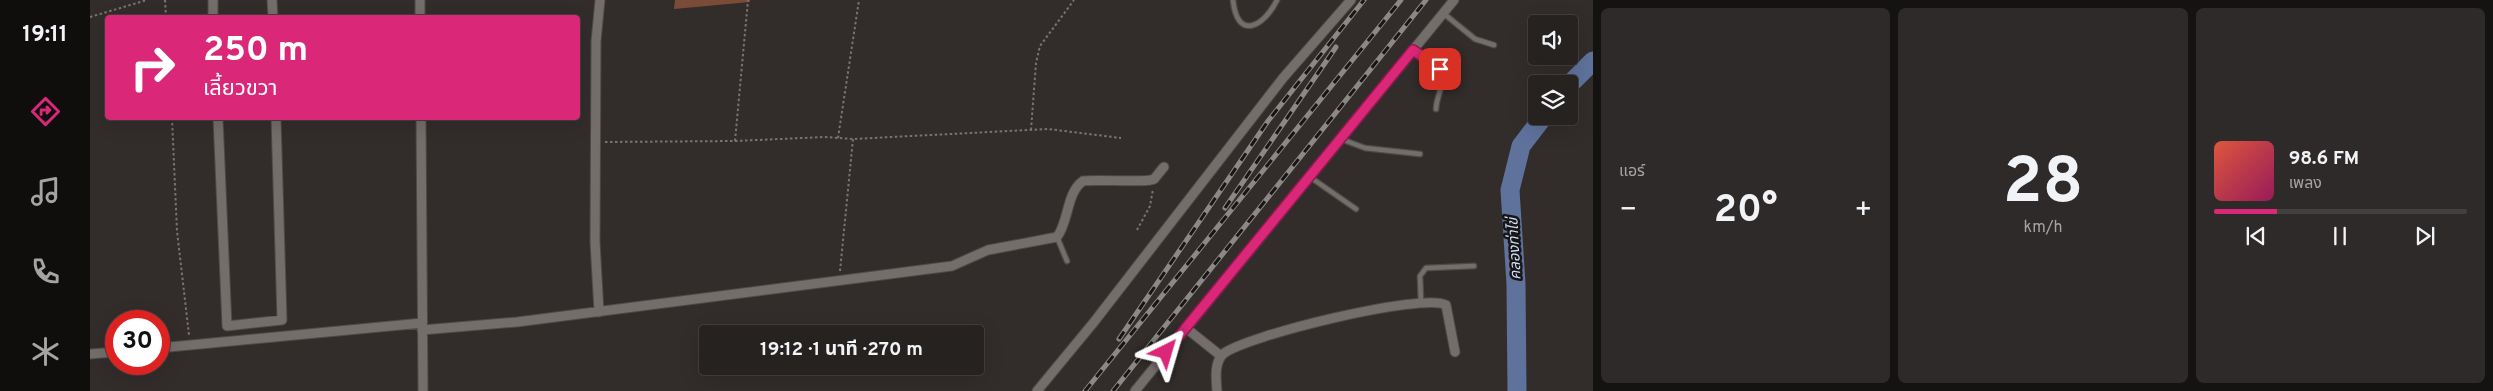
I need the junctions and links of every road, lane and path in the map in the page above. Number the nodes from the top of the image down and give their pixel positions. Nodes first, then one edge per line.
1 (147, 0) edge
2 (165, 0) edge
3 (213, 0) edge
4 (272, 0) edge
5 (420, 0) edge
6 (600, 0) edge
7 (748, 0) edge
8 (859, 0) edge
9 (1074, 0) edge
10 (1233, 0) edge
11 (1277, 0) edge
12 (1351, 0) edge
13 (1454, 0) edge
14 (1443, 13) junction
15 (166, 15) edge
16 (213, 15) edge
17 (273, 15) edge
18 (420, 15) edge
19 (90, 18) edge
20 (1494, 45) dead end
21 (1413, 50) junction
22 (1436, 109) dead end
23 (172, 120) edge
24 (218, 120) edge
25 (276, 120) edge
26 (421, 120) edge
27 (1031, 130) junction
28 (838, 138) junction
29 (1121, 138) dead end
30 (1341, 138) junction
31 (853, 139) junction
32 (735, 141) junction
33 (596, 142) junction
34 (1420, 154) dead end
35 (1164, 167) dead end
36 (1310, 177) junction
37 (1153, 179) junction
38 (1356, 209) dead end
39 (1137, 230) dead end
40 (1057, 238) junction
41 (1067, 261) dead end
42 (1474, 266) dead end
43 (839, 281) junction
44 (1421, 302) junction
45 (599, 312) junction
46 (422, 327) junction
47 (1186, 328) junction
48 (190, 345) junction
49 (170, 347) edge
50 (1455, 352) dead end
51 (105, 353) edge
52 (90, 354) edge
53 (1221, 356) junction
54 (423, 391) edge
55 (1037, 391) edge
56 (1135, 391) edge
57 (1217, 391) edge

1 - 19 path
2 - 15 path
3 - 16 street
4 - 17 street
5 - 18 street
6 - 33 street
7 - 32 path
8 - 28 path
9 - 27 path
10 - 11 lane
12 - 55 street
13 - 14 street
14 - 20 lane
14 - 21 street
21 - 22 lane
21 - 30 street
23 - 48 path
24 - 25 street
26 - 46 street
27 - 29 path
27 - 31 path
28 - 31 path
28 - 32 path
30 - 34 lane
30 - 36 street
31 - 43 path
32 - 33 path
33 - 45 street
35 - 37 street
36 - 38 lane
36 - 47 street
37 - 39 path
37 - 40 street
40 - 41 lane
40 - 43 street
42 - 44 lane
43 - 45 street
44 - 50 street
44 - 53 street
45 - 46 street
46 - 48 street
46 - 54 street
47 - 53 street
47 - 56 street
48 - 49 street
51 - 52 street
53 - 57 street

-------

TASK DIRECTIONS >> Where pictures sit among the data above, omit them, and output the rest exactly.

RESULT BELOW >>
I need the junctions and links of every road, lane and path in the map in the page above. Number the nodes from the top of the image down and give their pixel positions. Nodes first, then one edge per line.
1 (147, 0) edge
2 (165, 0) edge
3 (213, 0) edge
4 (272, 0) edge
5 (420, 0) edge
6 (600, 0) edge
7 (748, 0) edge
8 (859, 0) edge
9 (1074, 0) edge
10 (1233, 0) edge
11 (1277, 0) edge
12 (1351, 0) edge
13 (1454, 0) edge
14 (1443, 13) junction
15 (166, 15) edge
16 (213, 15) edge
17 (273, 15) edge
18 (420, 15) edge
19 (90, 18) edge
20 (1494, 45) dead end
21 (1413, 50) junction
22 (1436, 109) dead end
23 (172, 120) edge
24 (218, 120) edge
25 (276, 120) edge
26 (421, 120) edge
27 (1031, 130) junction
28 (838, 138) junction
29 (1121, 138) dead end
30 (1341, 138) junction
31 (853, 139) junction
32 (735, 141) junction
33 (596, 142) junction
34 (1420, 154) dead end
35 (1164, 167) dead end
36 (1310, 177) junction
37 (1153, 179) junction
38 (1356, 209) dead end
39 (1137, 230) dead end
40 (1057, 238) junction
41 (1067, 261) dead end
42 (1474, 266) dead end
43 (839, 281) junction
44 (1421, 302) junction
45 (599, 312) junction
46 (422, 327) junction
47 (1186, 328) junction
48 (190, 345) junction
49 (170, 347) edge
50 (1455, 352) dead end
51 (105, 353) edge
52 (90, 354) edge
53 (1221, 356) junction
54 (423, 391) edge
55 (1037, 391) edge
56 (1135, 391) edge
57 (1217, 391) edge

1 - 19 path
2 - 15 path
3 - 16 street
4 - 17 street
5 - 18 street
6 - 33 street
7 - 32 path
8 - 28 path
9 - 27 path
10 - 11 lane
12 - 55 street
13 - 14 street
14 - 20 lane
14 - 21 street
21 - 22 lane
21 - 30 street
23 - 48 path
24 - 25 street
26 - 46 street
27 - 29 path
27 - 31 path
28 - 31 path
28 - 32 path
30 - 34 lane
30 - 36 street
31 - 43 path
32 - 33 path
33 - 45 street
35 - 37 street
36 - 38 lane
36 - 47 street
37 - 39 path
37 - 40 street
40 - 41 lane
40 - 43 street
42 - 44 lane
43 - 45 street
44 - 50 street
44 - 53 street
45 - 46 street
46 - 48 street
46 - 54 street
47 - 53 street
47 - 56 street
48 - 49 street
51 - 52 street
53 - 57 street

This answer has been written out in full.